● WHAT YOU HAVE TO DO: Write out each record in full and exactly as given. Skip any pictures.

● DATASET ENTRIES:
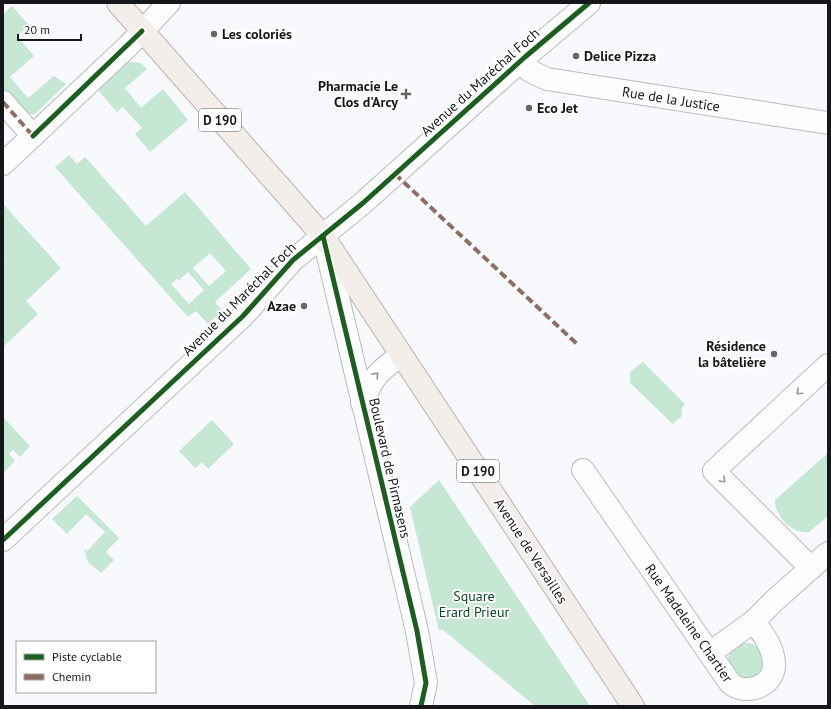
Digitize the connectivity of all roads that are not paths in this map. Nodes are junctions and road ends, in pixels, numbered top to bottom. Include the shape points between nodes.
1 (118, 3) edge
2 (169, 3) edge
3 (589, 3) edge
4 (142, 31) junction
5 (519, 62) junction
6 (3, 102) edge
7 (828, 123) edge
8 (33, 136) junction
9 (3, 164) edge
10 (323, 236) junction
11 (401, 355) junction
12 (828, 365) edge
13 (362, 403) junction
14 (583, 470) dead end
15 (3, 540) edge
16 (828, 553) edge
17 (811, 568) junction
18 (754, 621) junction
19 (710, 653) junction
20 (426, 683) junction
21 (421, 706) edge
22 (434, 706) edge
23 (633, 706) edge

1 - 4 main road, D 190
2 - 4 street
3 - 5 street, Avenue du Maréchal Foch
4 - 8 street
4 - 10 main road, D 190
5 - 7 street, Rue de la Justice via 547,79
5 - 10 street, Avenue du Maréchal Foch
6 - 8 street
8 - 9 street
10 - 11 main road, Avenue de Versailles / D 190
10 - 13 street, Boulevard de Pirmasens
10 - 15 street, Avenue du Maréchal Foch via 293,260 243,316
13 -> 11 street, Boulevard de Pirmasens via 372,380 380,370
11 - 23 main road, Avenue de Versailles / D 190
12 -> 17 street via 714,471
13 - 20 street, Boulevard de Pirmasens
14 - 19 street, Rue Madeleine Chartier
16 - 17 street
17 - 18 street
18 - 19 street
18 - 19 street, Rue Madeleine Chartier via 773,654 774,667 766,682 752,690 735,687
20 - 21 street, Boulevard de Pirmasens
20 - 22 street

● SOLUTION FOR THIS EXERCISE:
Digitize the connectivity of all roads that are not paths in this map. Nodes are junctions and road ends, in pixels, numbered top to bottom. Include the shape points between nodes.
1 (118, 3) edge
2 (169, 3) edge
3 (589, 3) edge
4 (142, 31) junction
5 (519, 62) junction
6 (3, 102) edge
7 (828, 123) edge
8 (33, 136) junction
9 (3, 164) edge
10 (323, 236) junction
11 (401, 355) junction
12 (828, 365) edge
13 (362, 403) junction
14 (583, 470) dead end
15 (3, 540) edge
16 (828, 553) edge
17 (811, 568) junction
18 (754, 621) junction
19 (710, 653) junction
20 (426, 683) junction
21 (421, 706) edge
22 (434, 706) edge
23 (633, 706) edge

1 - 4 main road, D 190
2 - 4 street
3 - 5 street, Avenue du Maréchal Foch
4 - 8 street
4 - 10 main road, D 190
5 - 7 street, Rue de la Justice via 547,79
5 - 10 street, Avenue du Maréchal Foch
6 - 8 street
8 - 9 street
10 - 11 main road, Avenue de Versailles / D 190
10 - 13 street, Boulevard de Pirmasens
10 - 15 street, Avenue du Maréchal Foch via 293,260 243,316
13 -> 11 street, Boulevard de Pirmasens via 372,380 380,370
11 - 23 main road, Avenue de Versailles / D 190
12 -> 17 street via 714,471
13 - 20 street, Boulevard de Pirmasens
14 - 19 street, Rue Madeleine Chartier
16 - 17 street
17 - 18 street
18 - 19 street
18 - 19 street, Rue Madeleine Chartier via 773,654 774,667 766,682 752,690 735,687
20 - 21 street, Boulevard de Pirmasens
20 - 22 street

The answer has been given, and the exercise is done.